- **EXERCISE**
Every entry below must be transcribed exactly, with no line missing.
*-*-*
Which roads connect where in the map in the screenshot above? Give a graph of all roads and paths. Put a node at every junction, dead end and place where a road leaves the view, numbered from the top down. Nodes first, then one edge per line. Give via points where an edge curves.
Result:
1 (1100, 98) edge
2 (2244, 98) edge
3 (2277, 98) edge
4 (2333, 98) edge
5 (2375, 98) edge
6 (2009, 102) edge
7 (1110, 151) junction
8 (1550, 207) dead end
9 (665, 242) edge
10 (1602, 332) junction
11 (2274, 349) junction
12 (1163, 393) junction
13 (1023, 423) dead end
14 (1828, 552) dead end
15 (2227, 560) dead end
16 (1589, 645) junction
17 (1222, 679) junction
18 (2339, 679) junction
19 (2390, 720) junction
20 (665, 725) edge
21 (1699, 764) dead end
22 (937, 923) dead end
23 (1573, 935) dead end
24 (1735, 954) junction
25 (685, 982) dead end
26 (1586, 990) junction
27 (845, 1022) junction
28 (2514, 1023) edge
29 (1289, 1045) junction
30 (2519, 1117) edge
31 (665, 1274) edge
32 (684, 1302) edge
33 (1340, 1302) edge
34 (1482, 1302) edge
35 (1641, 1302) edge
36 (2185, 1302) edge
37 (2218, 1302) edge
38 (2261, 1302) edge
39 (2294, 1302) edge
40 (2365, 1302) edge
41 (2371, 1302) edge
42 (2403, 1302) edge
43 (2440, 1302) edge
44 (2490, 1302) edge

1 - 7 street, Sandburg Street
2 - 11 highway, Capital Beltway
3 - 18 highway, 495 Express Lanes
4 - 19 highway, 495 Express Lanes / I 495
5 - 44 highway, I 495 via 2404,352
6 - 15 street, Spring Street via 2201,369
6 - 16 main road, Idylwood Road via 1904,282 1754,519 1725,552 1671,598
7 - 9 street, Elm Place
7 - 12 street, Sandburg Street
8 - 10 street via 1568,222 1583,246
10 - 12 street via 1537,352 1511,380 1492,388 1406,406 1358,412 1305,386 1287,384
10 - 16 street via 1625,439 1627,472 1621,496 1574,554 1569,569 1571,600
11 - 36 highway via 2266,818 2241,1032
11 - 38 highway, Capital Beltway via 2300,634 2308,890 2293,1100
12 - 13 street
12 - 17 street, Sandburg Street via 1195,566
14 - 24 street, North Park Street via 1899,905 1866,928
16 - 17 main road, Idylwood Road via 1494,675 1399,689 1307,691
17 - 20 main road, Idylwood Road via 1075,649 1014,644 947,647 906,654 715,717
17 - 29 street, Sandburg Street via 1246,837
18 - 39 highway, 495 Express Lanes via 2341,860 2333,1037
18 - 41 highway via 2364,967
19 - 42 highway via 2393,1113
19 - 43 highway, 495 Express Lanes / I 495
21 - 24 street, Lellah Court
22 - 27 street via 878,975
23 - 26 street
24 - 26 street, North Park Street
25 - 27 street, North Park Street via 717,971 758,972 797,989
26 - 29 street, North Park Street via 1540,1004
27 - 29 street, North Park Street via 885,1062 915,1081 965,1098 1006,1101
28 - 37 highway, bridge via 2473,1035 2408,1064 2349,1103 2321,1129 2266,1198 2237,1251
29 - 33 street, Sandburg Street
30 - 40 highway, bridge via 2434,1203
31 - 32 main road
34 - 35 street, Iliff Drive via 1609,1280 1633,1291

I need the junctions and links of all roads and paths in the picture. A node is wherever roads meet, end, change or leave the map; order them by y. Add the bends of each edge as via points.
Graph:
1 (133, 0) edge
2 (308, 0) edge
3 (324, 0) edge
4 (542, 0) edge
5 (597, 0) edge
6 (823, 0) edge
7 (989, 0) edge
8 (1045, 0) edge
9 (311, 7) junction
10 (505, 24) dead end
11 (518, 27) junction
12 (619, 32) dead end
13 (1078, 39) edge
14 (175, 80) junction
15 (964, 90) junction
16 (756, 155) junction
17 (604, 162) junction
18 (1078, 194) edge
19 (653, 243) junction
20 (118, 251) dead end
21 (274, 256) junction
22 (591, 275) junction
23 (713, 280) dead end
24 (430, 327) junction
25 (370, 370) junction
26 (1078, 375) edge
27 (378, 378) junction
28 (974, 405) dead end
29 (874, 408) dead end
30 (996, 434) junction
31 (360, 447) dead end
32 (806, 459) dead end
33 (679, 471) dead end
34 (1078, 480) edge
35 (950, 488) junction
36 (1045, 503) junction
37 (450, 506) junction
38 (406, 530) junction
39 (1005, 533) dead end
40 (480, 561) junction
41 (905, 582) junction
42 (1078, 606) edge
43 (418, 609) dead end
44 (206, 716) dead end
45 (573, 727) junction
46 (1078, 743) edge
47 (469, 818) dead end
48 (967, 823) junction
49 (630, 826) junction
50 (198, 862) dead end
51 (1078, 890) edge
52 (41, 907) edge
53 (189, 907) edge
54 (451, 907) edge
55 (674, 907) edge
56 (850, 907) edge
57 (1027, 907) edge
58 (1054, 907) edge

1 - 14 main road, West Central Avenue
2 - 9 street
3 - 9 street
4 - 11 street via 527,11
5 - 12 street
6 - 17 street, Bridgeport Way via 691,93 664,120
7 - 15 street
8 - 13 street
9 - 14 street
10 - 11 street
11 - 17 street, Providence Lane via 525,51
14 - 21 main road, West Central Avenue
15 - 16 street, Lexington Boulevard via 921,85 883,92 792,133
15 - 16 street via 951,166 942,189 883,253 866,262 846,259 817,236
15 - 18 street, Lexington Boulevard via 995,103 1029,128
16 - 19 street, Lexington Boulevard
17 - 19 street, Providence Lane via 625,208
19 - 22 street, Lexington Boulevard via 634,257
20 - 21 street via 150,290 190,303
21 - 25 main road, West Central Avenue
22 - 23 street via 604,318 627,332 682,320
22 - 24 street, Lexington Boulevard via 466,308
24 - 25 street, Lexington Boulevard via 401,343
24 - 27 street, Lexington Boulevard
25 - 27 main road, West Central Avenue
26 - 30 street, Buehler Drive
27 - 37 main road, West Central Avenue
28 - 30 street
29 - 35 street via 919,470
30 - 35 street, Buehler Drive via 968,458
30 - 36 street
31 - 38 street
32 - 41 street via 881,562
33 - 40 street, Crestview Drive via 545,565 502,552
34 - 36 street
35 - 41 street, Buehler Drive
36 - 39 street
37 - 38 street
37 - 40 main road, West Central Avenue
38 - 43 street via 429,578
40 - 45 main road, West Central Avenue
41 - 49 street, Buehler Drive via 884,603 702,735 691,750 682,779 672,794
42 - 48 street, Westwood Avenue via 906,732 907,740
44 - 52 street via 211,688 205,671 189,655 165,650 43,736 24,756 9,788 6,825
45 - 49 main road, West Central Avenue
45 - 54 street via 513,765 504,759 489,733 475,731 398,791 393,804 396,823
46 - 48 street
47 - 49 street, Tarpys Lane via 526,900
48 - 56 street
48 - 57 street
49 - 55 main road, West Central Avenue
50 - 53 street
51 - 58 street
*-*-*
- **ANSWER TO THE PROBLEM**
Which roads connect where in the map in the screenshot above? Give a graph of all roads and paths. Put a node at every junction, dead end and place where a road leaves the view, numbered from the top down. Nodes first, then one edge per line. Give via points where an edge curves.
Result:
1 (1100, 98) edge
2 (2244, 98) edge
3 (2277, 98) edge
4 (2333, 98) edge
5 (2375, 98) edge
6 (2009, 102) edge
7 (1110, 151) junction
8 (1550, 207) dead end
9 (665, 242) edge
10 (1602, 332) junction
11 (2274, 349) junction
12 (1163, 393) junction
13 (1023, 423) dead end
14 (1828, 552) dead end
15 (2227, 560) dead end
16 (1589, 645) junction
17 (1222, 679) junction
18 (2339, 679) junction
19 (2390, 720) junction
20 (665, 725) edge
21 (1699, 764) dead end
22 (937, 923) dead end
23 (1573, 935) dead end
24 (1735, 954) junction
25 (685, 982) dead end
26 (1586, 990) junction
27 (845, 1022) junction
28 (2514, 1023) edge
29 (1289, 1045) junction
30 (2519, 1117) edge
31 (665, 1274) edge
32 (684, 1302) edge
33 (1340, 1302) edge
34 (1482, 1302) edge
35 (1641, 1302) edge
36 (2185, 1302) edge
37 (2218, 1302) edge
38 (2261, 1302) edge
39 (2294, 1302) edge
40 (2365, 1302) edge
41 (2371, 1302) edge
42 (2403, 1302) edge
43 (2440, 1302) edge
44 (2490, 1302) edge

1 - 7 street, Sandburg Street
2 - 11 highway, Capital Beltway
3 - 18 highway, 495 Express Lanes
4 - 19 highway, 495 Express Lanes / I 495
5 - 44 highway, I 495 via 2404,352
6 - 15 street, Spring Street via 2201,369
6 - 16 main road, Idylwood Road via 1904,282 1754,519 1725,552 1671,598
7 - 9 street, Elm Place
7 - 12 street, Sandburg Street
8 - 10 street via 1568,222 1583,246
10 - 12 street via 1537,352 1511,380 1492,388 1406,406 1358,412 1305,386 1287,384
10 - 16 street via 1625,439 1627,472 1621,496 1574,554 1569,569 1571,600
11 - 36 highway via 2266,818 2241,1032
11 - 38 highway, Capital Beltway via 2300,634 2308,890 2293,1100
12 - 13 street
12 - 17 street, Sandburg Street via 1195,566
14 - 24 street, North Park Street via 1899,905 1866,928
16 - 17 main road, Idylwood Road via 1494,675 1399,689 1307,691
17 - 20 main road, Idylwood Road via 1075,649 1014,644 947,647 906,654 715,717
17 - 29 street, Sandburg Street via 1246,837
18 - 39 highway, 495 Express Lanes via 2341,860 2333,1037
18 - 41 highway via 2364,967
19 - 42 highway via 2393,1113
19 - 43 highway, 495 Express Lanes / I 495
21 - 24 street, Lellah Court
22 - 27 street via 878,975
23 - 26 street
24 - 26 street, North Park Street
25 - 27 street, North Park Street via 717,971 758,972 797,989
26 - 29 street, North Park Street via 1540,1004
27 - 29 street, North Park Street via 885,1062 915,1081 965,1098 1006,1101
28 - 37 highway, bridge via 2473,1035 2408,1064 2349,1103 2321,1129 2266,1198 2237,1251
29 - 33 street, Sandburg Street
30 - 40 highway, bridge via 2434,1203
31 - 32 main road
34 - 35 street, Iliff Drive via 1609,1280 1633,1291

I need the junctions and links of all roads and paths in the picture. A node is wherever roads meet, end, change or leave the map; order them by y. Add the bends of each edge as via points.
Graph:
1 (133, 0) edge
2 (308, 0) edge
3 (324, 0) edge
4 (542, 0) edge
5 (597, 0) edge
6 (823, 0) edge
7 (989, 0) edge
8 (1045, 0) edge
9 (311, 7) junction
10 (505, 24) dead end
11 (518, 27) junction
12 (619, 32) dead end
13 (1078, 39) edge
14 (175, 80) junction
15 (964, 90) junction
16 (756, 155) junction
17 (604, 162) junction
18 (1078, 194) edge
19 (653, 243) junction
20 (118, 251) dead end
21 (274, 256) junction
22 (591, 275) junction
23 (713, 280) dead end
24 (430, 327) junction
25 (370, 370) junction
26 (1078, 375) edge
27 (378, 378) junction
28 (974, 405) dead end
29 (874, 408) dead end
30 (996, 434) junction
31 (360, 447) dead end
32 (806, 459) dead end
33 (679, 471) dead end
34 (1078, 480) edge
35 (950, 488) junction
36 (1045, 503) junction
37 (450, 506) junction
38 (406, 530) junction
39 (1005, 533) dead end
40 (480, 561) junction
41 (905, 582) junction
42 (1078, 606) edge
43 (418, 609) dead end
44 (206, 716) dead end
45 (573, 727) junction
46 (1078, 743) edge
47 (469, 818) dead end
48 (967, 823) junction
49 (630, 826) junction
50 (198, 862) dead end
51 (1078, 890) edge
52 (41, 907) edge
53 (189, 907) edge
54 (451, 907) edge
55 (674, 907) edge
56 (850, 907) edge
57 (1027, 907) edge
58 (1054, 907) edge

1 - 14 main road, West Central Avenue
2 - 9 street
3 - 9 street
4 - 11 street via 527,11
5 - 12 street
6 - 17 street, Bridgeport Way via 691,93 664,120
7 - 15 street
8 - 13 street
9 - 14 street
10 - 11 street
11 - 17 street, Providence Lane via 525,51
14 - 21 main road, West Central Avenue
15 - 16 street, Lexington Boulevard via 921,85 883,92 792,133
15 - 16 street via 951,166 942,189 883,253 866,262 846,259 817,236
15 - 18 street, Lexington Boulevard via 995,103 1029,128
16 - 19 street, Lexington Boulevard
17 - 19 street, Providence Lane via 625,208
19 - 22 street, Lexington Boulevard via 634,257
20 - 21 street via 150,290 190,303
21 - 25 main road, West Central Avenue
22 - 23 street via 604,318 627,332 682,320
22 - 24 street, Lexington Boulevard via 466,308
24 - 25 street, Lexington Boulevard via 401,343
24 - 27 street, Lexington Boulevard
25 - 27 main road, West Central Avenue
26 - 30 street, Buehler Drive
27 - 37 main road, West Central Avenue
28 - 30 street
29 - 35 street via 919,470
30 - 35 street, Buehler Drive via 968,458
30 - 36 street
31 - 38 street
32 - 41 street via 881,562
33 - 40 street, Crestview Drive via 545,565 502,552
34 - 36 street
35 - 41 street, Buehler Drive
36 - 39 street
37 - 38 street
37 - 40 main road, West Central Avenue
38 - 43 street via 429,578
40 - 45 main road, West Central Avenue
41 - 49 street, Buehler Drive via 884,603 702,735 691,750 682,779 672,794
42 - 48 street, Westwood Avenue via 906,732 907,740
44 - 52 street via 211,688 205,671 189,655 165,650 43,736 24,756 9,788 6,825
45 - 49 main road, West Central Avenue
45 - 54 street via 513,765 504,759 489,733 475,731 398,791 393,804 396,823
46 - 48 street
47 - 49 street, Tarpys Lane via 526,900
48 - 56 street
48 - 57 street
49 - 55 main road, West Central Avenue
50 - 53 street
51 - 58 street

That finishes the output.